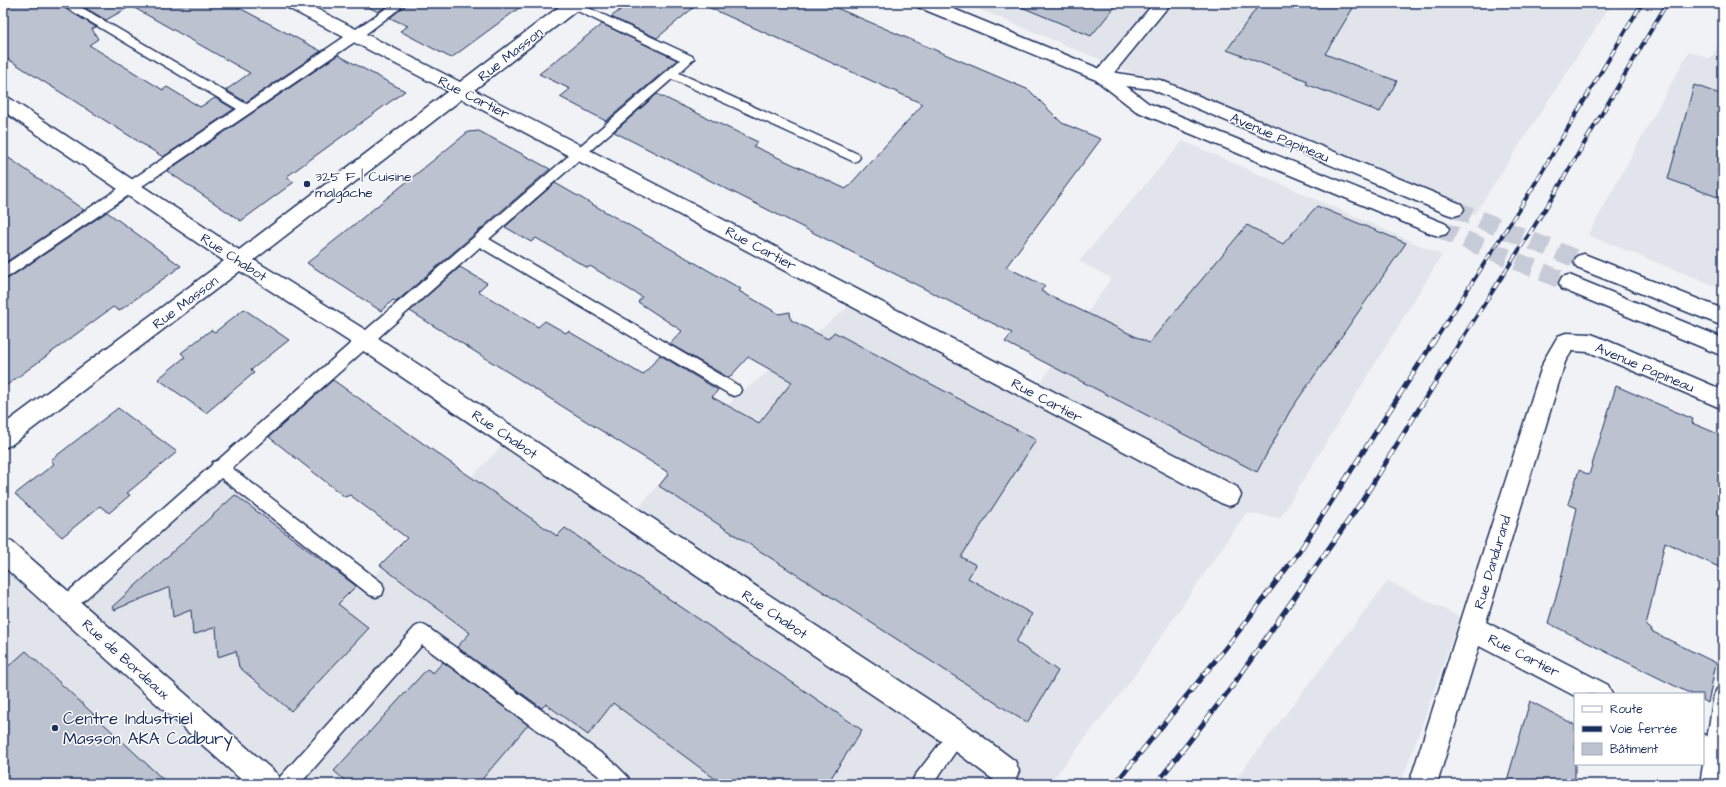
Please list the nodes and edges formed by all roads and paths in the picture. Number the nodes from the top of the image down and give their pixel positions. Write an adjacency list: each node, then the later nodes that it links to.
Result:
1 (66, 3): 12 (lane)
2 (292, 3): 7 (street, Rue Cartier)
3 (401, 3): 7 (lane)
4 (924, 3): 9 (street, Avenue Papineau)
5 (1163, 3): 9 (street)
6 (574, 4): 8 (lane); 10 (street, Rue Masson)
7 (354, 36): 10 (street, Rue Cartier); 12 (lane)
8 (671, 74): 13 (lane); 14 (lane)
9 (1102, 76): 16 (street, Avenue Papineau); 17 (street, Avenue Papineau)
10 (463, 91): 13 (street, Rue Cartier); 19 (street, Rue Masson)
11 (3, 102): 15 (street, Rue Chabot)
12 (246, 109): 15 (lane)
13 (580, 152): 18 (lane); 31 (street, Rue Cartier)
14 (854, 157)
15 (130, 186): 19 (street, Rue Chabot); 21 (lane)
16 (1454, 209)
17 (1438, 229)
18 (479, 240): 24 (lane); 27 (lane)
19 (239, 261): 24 (street, Rue Chabot); 29 (street, Rue Masson)
20 (1584, 262): 23 (street)
21 (3, 273)
22 (1569, 283): 26 (street)
23 (1723, 318)
24 (364, 340): 30 (lane); 38 (street, Rue Chabot)
25 (1566, 342): 28 (street, Avenue Papineau); 35 (street, Rue Dandurand)
26 (1723, 347)
27 (734, 390)
28 (1723, 400)
29 (3, 438)
30 (219, 468): 33 (lane); 34 (lane)
31 (1229, 495)
32 (3, 550): 34 (street, Rue de Bordeaux)
33 (376, 589)
34 (66, 605): 41 (street, Rue de Bordeaux)
35 (1471, 628): 36 (street, Rue Cartier); 45 (street, Rue Dandurand)
36 (1597, 693)
37 (1723, 695): 39 (lane)
38 (957, 735): 40 (street, Rue Chabot); 44 (lane)
39 (1713, 753): 46 (lane)
40 (1005, 770)
41 (267, 784)
42 (287, 784): 43 (lane)
43 (621, 784)
44 (921, 784)
45 (1423, 784)
46 (1708, 784)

What the task asks:
If the word "Bordeaux" is on a line above, return that line.

Written response:
32 (3, 550): 34 (street, Rue de Bordeaux)
34 (66, 605): 41 (street, Rue de Bordeaux)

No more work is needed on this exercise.